Nor to be forgotten is that Richard Nixon gave Russian strongman Leonid Brezhnev a 1972 Eldorado Cadillac (not the Fleetwood station wagon that looked like a hearse) just in time for the gas lines of the 1970s. No wonder Brezhnev said thank you a few years later by invading Afghanistan.

John F. Kennedy tried to charm his way through a June 1961 Vienna summit with Nikita Khrushchev only for the Russian shoe pounder to wall off East Berlin and send nuclear weapons to Cuba. (“Nasdrovia, Jack.”)

Not that JFK’s predecessor Dwight Eisenhower, the five-star general, had any better insight into Russian intentions. During the war, Stalin rolled Ike by saying he wasn’t interested in taking Berlin, which explains why Eisenhower’s men were liberating Meissen’s porcelain factories on the Elbe River while the Russians were raping their way along the Unter den Linden.

As president, Eisenhower—well, his frontman John Foster Dulles—talked about rolling back the Iron Curtain, but that only brought Russian tanks into Budapest.

World War II is thought of as the glory days of Russian-American cooperation—with Liberty ships bringing the armaments of democracy to Murmansk and Archangel.
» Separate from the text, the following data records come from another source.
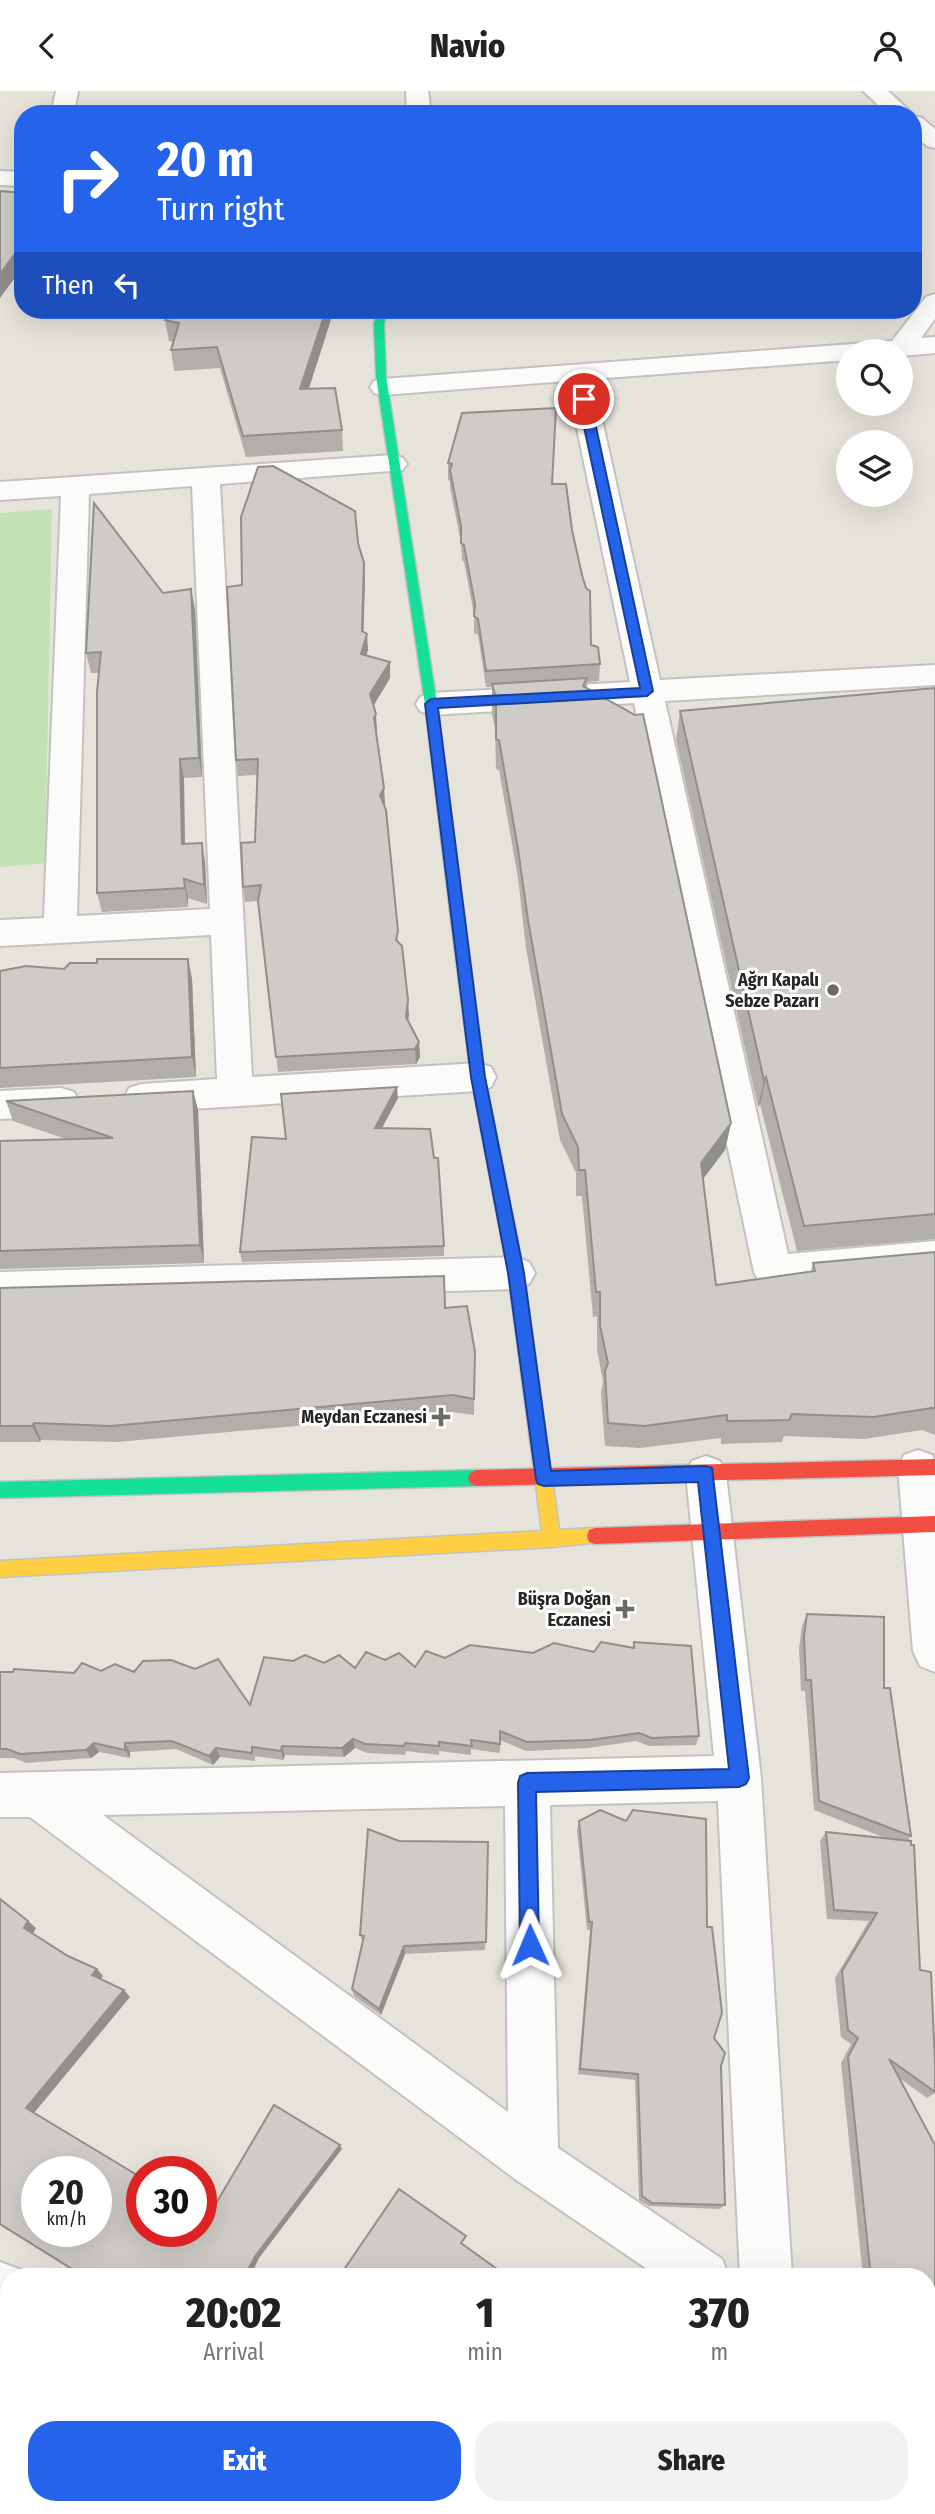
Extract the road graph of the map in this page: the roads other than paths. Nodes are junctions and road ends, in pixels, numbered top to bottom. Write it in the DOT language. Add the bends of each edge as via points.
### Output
graph roads {
  1 [pos="874,91"];
  2 [pos="891,105"];
  3 [pos="935,302"];
  4 [pos="380,319"];
  5 [pos="907,339"];
  6 [pos="935,345"];
  7 [pos="913,347"];
  8 [pos="836,353"];
  9 [pos="578,372"];
  10 [pos="383,387"];
  11 [pos="393,464"];
  12 [pos="206,477"];
  13 [pos="75,486"];
  14 [pos="0,491"];
  15 [pos="935,675"];
  16 [pos="647,691"];
  17 [pos="431,704"];
  18 [pos="229,921"];
  19 [pos="60,929"];
  20 [pos="0,933"];
  21 [pos="478,1077"];
  22 [pos="235,1093"];
  23 [pos="0,1105"];
  24 [pos="935,1258"];
  25 [pos="516,1273"];
  26 [pos="0,1288"];
  27 [pos="926,1468"];
  28 [pos="706,1474"];
  29 [pos="544,1479"];
  30 [pos="0,1490"];
  31 [pos="929,1524"];
  32 [pos="711,1530"];
  33 [pos="552,1539"];
  34 [pos="0,1569"];
  35 [pos="935,1651"];
  36 [pos="739,1778"];
  37 [pos="527,1783"];
  38 [pos="17,1794"];
  39 [pos="533,2161"];
  40 [pos="692,2268"];
  41 [pos="766,2268"];
  1 -- 2 [label="street"];
  3 -- 5 [label="street"];
  4 -- 10 [label="street"];
  6 -- 7 [label="street"];
  8 -- 9 [label="street"];
  9 -- 10 [label="street"];
  9 -- 16 [label="street"];
  10 -- 11 [label="street"];
  11 -- 12 [label="street"];
  11 -- 17 [label="street"];
  12 -- 13 [label="street"];
  12 -- 18 [label="street"];
  13 -- 14 [label="street"];
  13 -- 19 [label="street"];
  15 -- 16 [label="street"];
  16 -- 17 [label="street"];
  16 -- 24 [label="street" via="773,1272"];
  17 -- 21 [label="street"];
  18 -- 19 [label="street"];
  18 -- 22 [label="street"];
  19 -- 20 [label="street"];
  21 -- 22 [label="street"];
  21 -- 25 [label="street"];
  22 -- 23 [label="street"];
  25 -- 26 [label="street"];
  25 -- 29 [label="street"];
  27 -- 28 [label="street"];
  27 -- 31 [label="street"];
  28 -- 29 [label="street"];
  28 -- 32 [label="street"];
  29 -- 30 [label="street"];
  29 -- 33 [label="street"];
  31 -- 32 [label="street"];
  31 -- 35 [label="street"];
  32 -- 33 [label="street"];
  32 -- 36 [label="street"];
  33 -- 34 [label="street"];
  36 -- 37 [label="street"];
  36 -- 41 [label="street"];
  37 -- 38 [label="street"];
  37 -- 39 [label="street"];
  38 -- 39 [label="street"];
  39 -- 40 [label="street"];
}
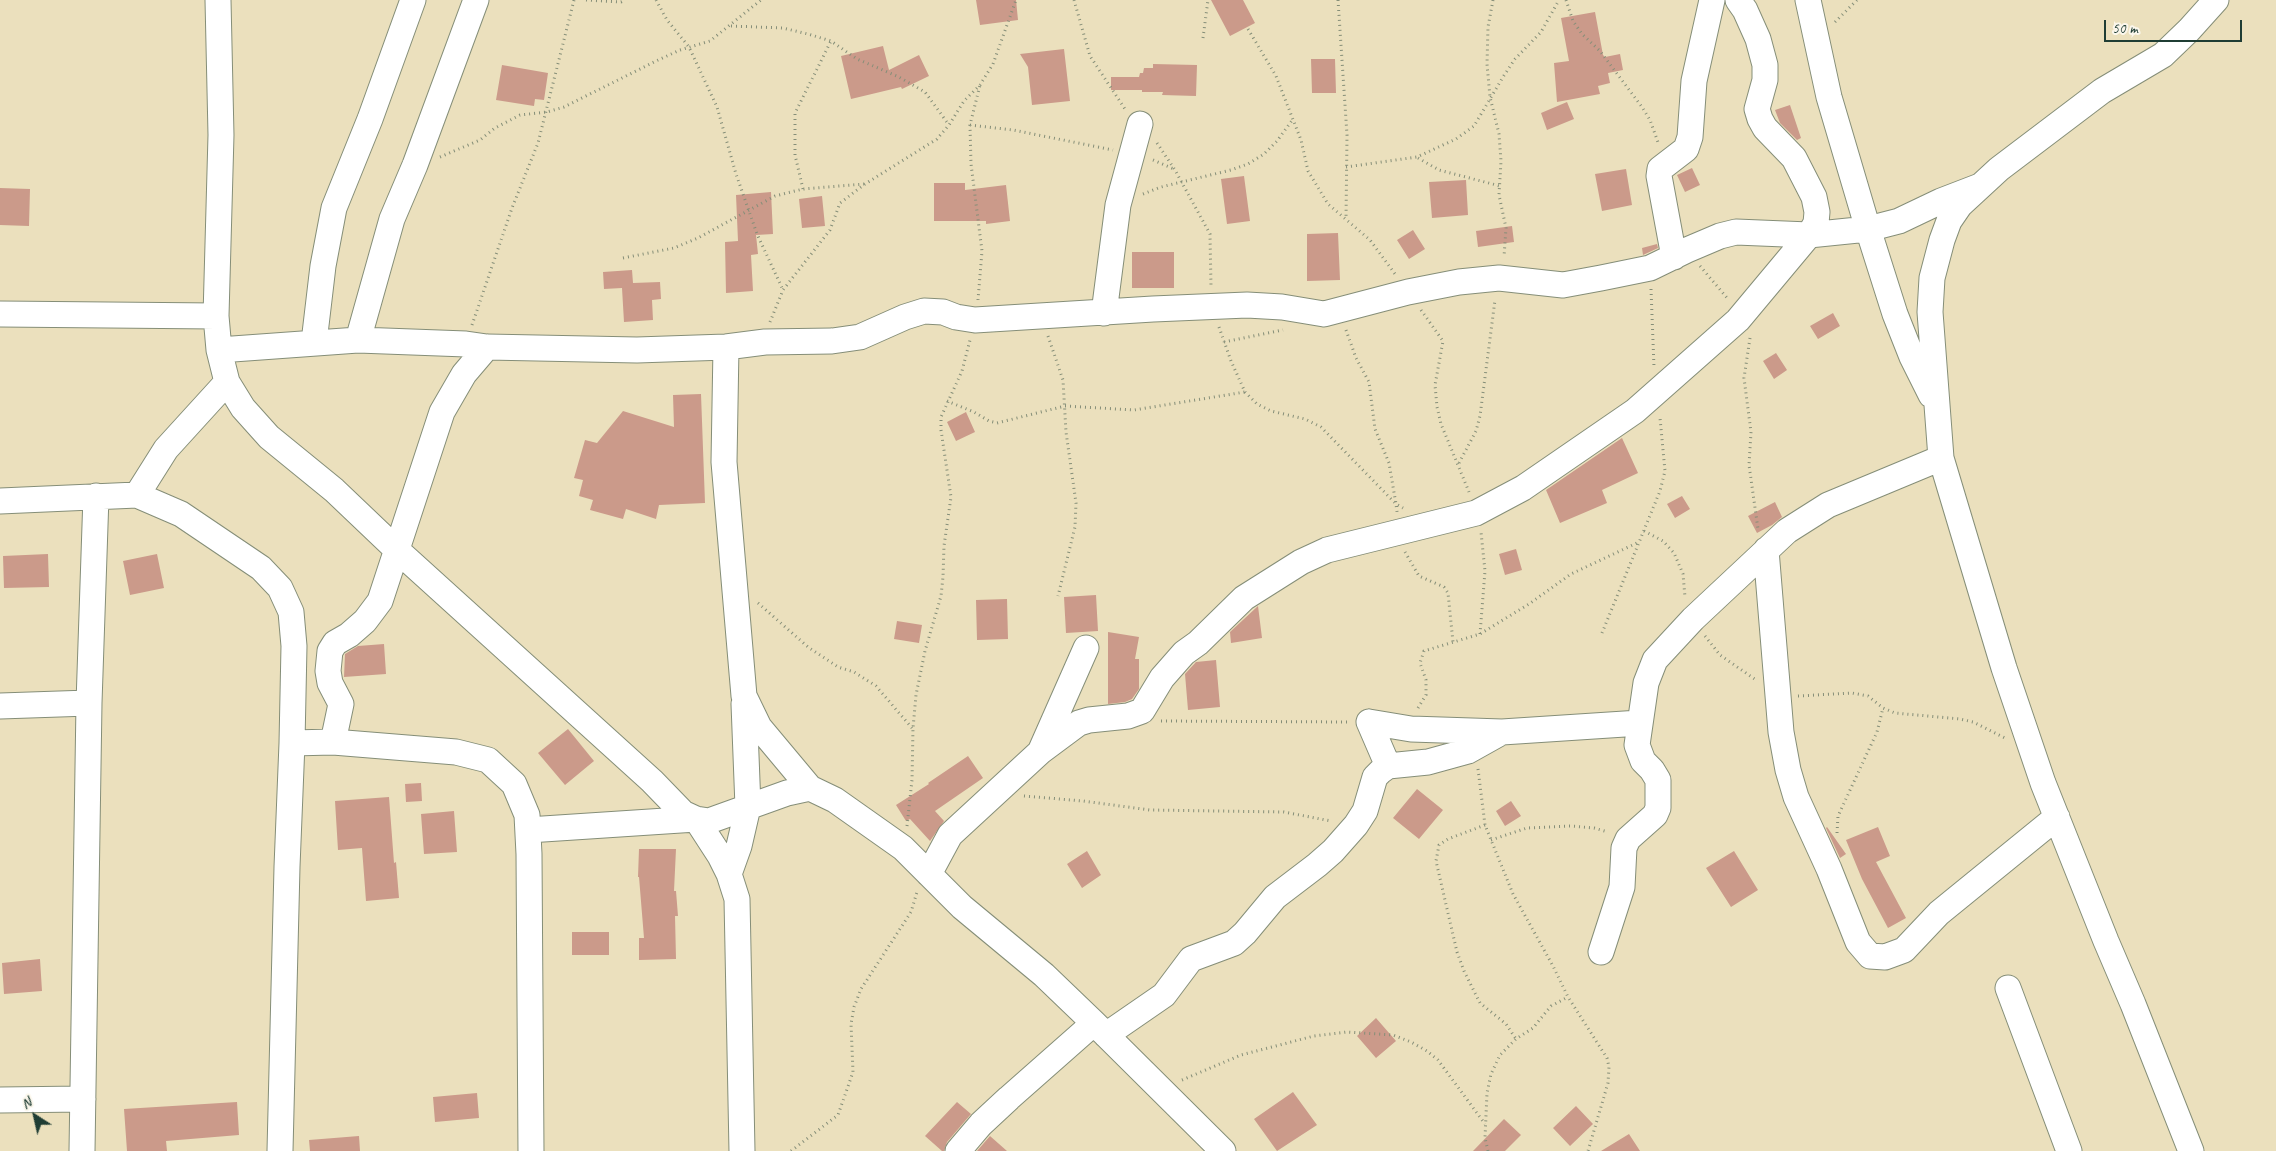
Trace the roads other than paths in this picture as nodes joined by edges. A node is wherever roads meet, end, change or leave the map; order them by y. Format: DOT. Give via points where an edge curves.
graph roads {
  1 [pos="218,0"];
  2 [pos="413,0"];
  3 [pos="476,0"];
  4 [pos="1712,0"];
  5 [pos="1738,0"];
  6 [pos="1808,0"];
  7 [pos="2216,0"];
  8 [pos="1140,124"];
  9 [pos="1980,186"];
  10 [pos="1868,229"];
  11 [pos="1810,235"];
  12 [pos="1681,253"];
  13 [pos="1104,313"];
  14 [pos="0,314"];
  15 [pos="216,316"];
  16 [pos="358,340"];
  17 [pos="314,342"];
  18 [pos="477,346"];
  19 [pos="726,347"];
  20 [pos="220,350"];
  21 [pos="227,382"];
  22 [pos="1936,406"];
  23 [pos="1941,458"];
  24 [pos="137,495"];
  25 [pos="96,496"];
  26 [pos="0,501"];
  27 [pos="397,550"];
  28 [pos="1766,550"];
  29 [pos="1086,648"];
  30 [pos="744,696"];
  31 [pos="89,703"];
  32 [pos="0,706"];
  33 [pos="1640,723"];
  34 [pos="1502,732"];
  35 [pos="333,742"];
  36 [pos="292,743"];
  37 [pos="1040,752"];
  38 [pos="1388,766"];
  39 [pos="810,788"];
  40 [pos="748,807"];
  41 [pos="2057,817"];
  42 [pos="696,819"];
  43 [pos="528,830"];
  44 [pos="729,874"];
  45 [pos="929,874"];
  46 [pos="1601,952"];
  47 [pos="2008,988"];
  48 [pos="1100,1029"];
  49 [pos="83,1099"];
  50 [pos="0,1100"];
  51 [pos="82,1151"];
  52 [pos="280,1151"];
  53 [pos="531,1151"];
  54 [pos="742,1151"];
  55 [pos="958,1151"];
  56 [pos="1223,1151"];
  57 [pos="2069,1151"];
  58 [pos="2191,1151"];
  1 -- 15 [label="street" via="221,135"];
  2 -- 17 [label="street" via="334,208"];
  3 -- 16 [label="street" via="392,218"];
  4 -- 12 [label="street" via="1694,81 1690,137 1686,148 1660,170 1659,176"];
  5 -- 11 [label="street" via="1758,38 1765,65 1765,80 1757,109 1760,119 1794,158 1814,197 1816,223"];
  6 -- 10 [label="street" via="1829,97"];
  7 -- 9 [label="street" via="2163,55 2102,91"];
  8 -- 13 [label="street" via="1118,205"];
  9 -- 10 [label="street" via="1941,200 1899,221"];
  9 -- 22 [label="street" via="1949,221 1932,278 1930,312"];
  10 -- 11 [label="street"];
  10 -- 22 [label="street" via="1895,314"];
  11 -- 12 [label="street" via="1736,232"];
  11 -- 37 [label="street" via="1743,314 1689,365 1635,411 1562,463 1524,488 1476,513 1327,550 1301,562 1244,598 1174,664 1145,708 1136,714 1080,723"];
  12 -- 13 [label="street" via="1650,268 1563,285 1499,278 1459,282 1324,314 1247,305"];
  13 -- 19 [label="street" via="975,320 924,311 860,337"];
  14 -- 15 [label="street"];
  15 -- 20 [label="street"];
  16 -- 17 [label="street"];
  16 -- 18 [label="street"];
  17 -- 20 [label="street"];
  18 -- 19 [label="street" via="637,350"];
  18 -- 27 [label="street" via="442,412"];
  19 -- 30 [label="street" via="724,462"];
  20 -- 21 [label="street"];
  21 -- 24 [label="street" via="166,449"];
  21 -- 27 [label="street" via="243,408 269,437 334,490"];
  22 -- 23 [label="street"];
  23 -- 28 [label="street" via="1828,505 1787,531"];
  23 -- 41 [label="street" via="2004,668"];
  24 -- 25 [label="street"];
  24 -- 36 [label="street" via="181,514 261,568 280,588 291,612 294,646"];
  25 -- 26 [label="street"];
  25 -- 31 [label="street"];
  27 -- 35 [label="street" via="380,601 365,621 334,644 330,651 330,683 341,704"];
  27 -- 42 [label="street" via="652,780 683,813"];
  28 -- 33 [label="street" via="1655,660 1646,683"];
  28 -- 41 [label="street" via="1781,732 1796,797 1858,942 1870,956 1885,957 1904,950 1939,913"];
  29 -- 37 [label="street"];
  30 -- 39 [label="street" via="759,728"];
  30 -- 40 [label="street"];
  31 -- 32 [label="street"];
  31 -- 49 [label="street"];
  33 -- 34 [label="street"];
  33 -- 46 [label="street" via="1637,745 1642,761 1658,780 1659,802 1655,815 1628,839 1624,848 1622,887"];
  34 -- 38 [label="street" via="1475,748 1428,762"];
  34 -- 38 [label="street" via="1411,729 1370,722"];
  35 -- 36 [label="street"];
  35 -- 43 [label="street" via="456,752 488,760 514,784"];
  36 -- 52 [label="street"];
  37 -- 45 [label="street" via="950,835"];
  38 -- 48 [label="street" via="1375,777 1365,811 1348,834 1317,865 1275,897 1245,934 1223,949 1191,959 1164,996"];
  39 -- 40 [label="street"];
  39 -- 45 [label="street" via="834,800 903,848"];
  40 -- 42 [label="street" via="709,821"];
  40 -- 44 [label="street"];
  41 -- 58 [label="street"];
  42 -- 43 [label="street"];
  42 -- 44 [label="street"];
  43 -- 53 [label="street"];
  44 -- 54 [label="street" via="737,899"];
  45 -- 48 [label="street"];
  47 -- 57 [label="street"];
  48 -- 55 [label="street" via="1009,1098"];
  48 -- 56 [label="street"];
  49 -- 50 [label="street"];
  49 -- 51 [label="street"];
}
But FDR was never able to square Stalin’s Non-Aggression Pact with Hitler with Russia’s allied status, and at Yalta he failed to notice that retired bank robber Iosif Dzhugashvili’s idea of the Four Freedoms was to have his way in Poland, Czechoslovakia, Romania, and Bulgaria.

Even the messianic Woodrow Wilson, who fought for the world to “be made safe for democracy,” could not divine the Russians. In 1918, he sent American troops to Siberia in support of tsarist pretenders who were themselves trying to make the world safe for the autocracy of a Romanov restoration.

All Barack Obama saw when he looked at Russia was himself in a mirror—a society of law professors and community organizers with aspirations to have a summer house on Martha’s Vineyard.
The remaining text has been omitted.